§ RECORDS SUPPLIED
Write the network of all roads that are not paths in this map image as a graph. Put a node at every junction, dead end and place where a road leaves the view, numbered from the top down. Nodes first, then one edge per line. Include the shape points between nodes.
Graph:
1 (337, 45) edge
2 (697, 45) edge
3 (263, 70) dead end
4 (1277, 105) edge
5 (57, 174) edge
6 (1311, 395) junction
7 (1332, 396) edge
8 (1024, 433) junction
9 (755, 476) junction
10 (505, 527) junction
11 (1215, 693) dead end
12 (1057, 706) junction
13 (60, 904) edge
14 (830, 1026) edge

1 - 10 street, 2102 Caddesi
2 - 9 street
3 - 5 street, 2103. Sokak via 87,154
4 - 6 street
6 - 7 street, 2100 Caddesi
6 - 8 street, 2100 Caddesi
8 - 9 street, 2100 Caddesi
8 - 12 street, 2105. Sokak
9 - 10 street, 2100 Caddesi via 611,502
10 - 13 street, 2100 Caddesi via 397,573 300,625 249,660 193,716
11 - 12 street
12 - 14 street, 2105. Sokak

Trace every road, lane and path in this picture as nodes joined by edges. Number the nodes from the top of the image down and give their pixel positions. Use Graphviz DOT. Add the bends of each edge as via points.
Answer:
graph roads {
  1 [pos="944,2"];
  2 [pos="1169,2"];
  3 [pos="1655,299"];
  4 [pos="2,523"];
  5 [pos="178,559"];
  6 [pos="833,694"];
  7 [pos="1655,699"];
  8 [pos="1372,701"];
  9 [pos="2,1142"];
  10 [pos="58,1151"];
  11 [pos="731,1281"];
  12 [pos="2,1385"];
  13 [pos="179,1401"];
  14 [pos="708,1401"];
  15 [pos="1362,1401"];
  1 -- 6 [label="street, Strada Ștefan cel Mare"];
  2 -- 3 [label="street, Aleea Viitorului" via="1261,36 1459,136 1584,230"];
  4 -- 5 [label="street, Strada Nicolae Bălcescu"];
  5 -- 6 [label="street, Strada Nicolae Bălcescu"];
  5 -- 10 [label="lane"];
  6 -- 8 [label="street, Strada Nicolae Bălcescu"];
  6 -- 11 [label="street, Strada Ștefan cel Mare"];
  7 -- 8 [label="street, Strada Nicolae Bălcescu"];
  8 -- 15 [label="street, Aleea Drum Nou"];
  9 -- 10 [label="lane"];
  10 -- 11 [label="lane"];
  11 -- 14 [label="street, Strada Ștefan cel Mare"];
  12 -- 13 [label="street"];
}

§ WORK INSTRUCTIONS
Copy every line of the data above exactly.

§ THE COMPLETED TASK
Write the network of all roads that are not paths in this map image as a graph. Put a node at every junction, dead end and place where a road leaves the view, numbered from the top down. Nodes first, then one edge per line. Include the shape points between nodes.
Graph:
1 (337, 45) edge
2 (697, 45) edge
3 (263, 70) dead end
4 (1277, 105) edge
5 (57, 174) edge
6 (1311, 395) junction
7 (1332, 396) edge
8 (1024, 433) junction
9 (755, 476) junction
10 (505, 527) junction
11 (1215, 693) dead end
12 (1057, 706) junction
13 (60, 904) edge
14 (830, 1026) edge

1 - 10 street, 2102 Caddesi
2 - 9 street
3 - 5 street, 2103. Sokak via 87,154
4 - 6 street
6 - 7 street, 2100 Caddesi
6 - 8 street, 2100 Caddesi
8 - 9 street, 2100 Caddesi
8 - 12 street, 2105. Sokak
9 - 10 street, 2100 Caddesi via 611,502
10 - 13 street, 2100 Caddesi via 397,573 300,625 249,660 193,716
11 - 12 street
12 - 14 street, 2105. Sokak

Trace every road, lane and path in this picture as nodes joined by edges. Number the nodes from the top of the image down and give their pixel positions. Use Graphviz DOT. Add the bends of each edge as via points.
Answer:
graph roads {
  1 [pos="944,2"];
  2 [pos="1169,2"];
  3 [pos="1655,299"];
  4 [pos="2,523"];
  5 [pos="178,559"];
  6 [pos="833,694"];
  7 [pos="1655,699"];
  8 [pos="1372,701"];
  9 [pos="2,1142"];
  10 [pos="58,1151"];
  11 [pos="731,1281"];
  12 [pos="2,1385"];
  13 [pos="179,1401"];
  14 [pos="708,1401"];
  15 [pos="1362,1401"];
  1 -- 6 [label="street, Strada Ștefan cel Mare"];
  2 -- 3 [label="street, Aleea Viitorului" via="1261,36 1459,136 1584,230"];
  4 -- 5 [label="street, Strada Nicolae Bălcescu"];
  5 -- 6 [label="street, Strada Nicolae Bălcescu"];
  5 -- 10 [label="lane"];
  6 -- 8 [label="street, Strada Nicolae Bălcescu"];
  6 -- 11 [label="street, Strada Ștefan cel Mare"];
  7 -- 8 [label="street, Strada Nicolae Bălcescu"];
  8 -- 15 [label="street, Aleea Drum Nou"];
  9 -- 10 [label="lane"];
  10 -- 11 [label="lane"];
  11 -- 14 [label="street, Strada Ștefan cel Mare"];
  12 -- 13 [label="street"];
}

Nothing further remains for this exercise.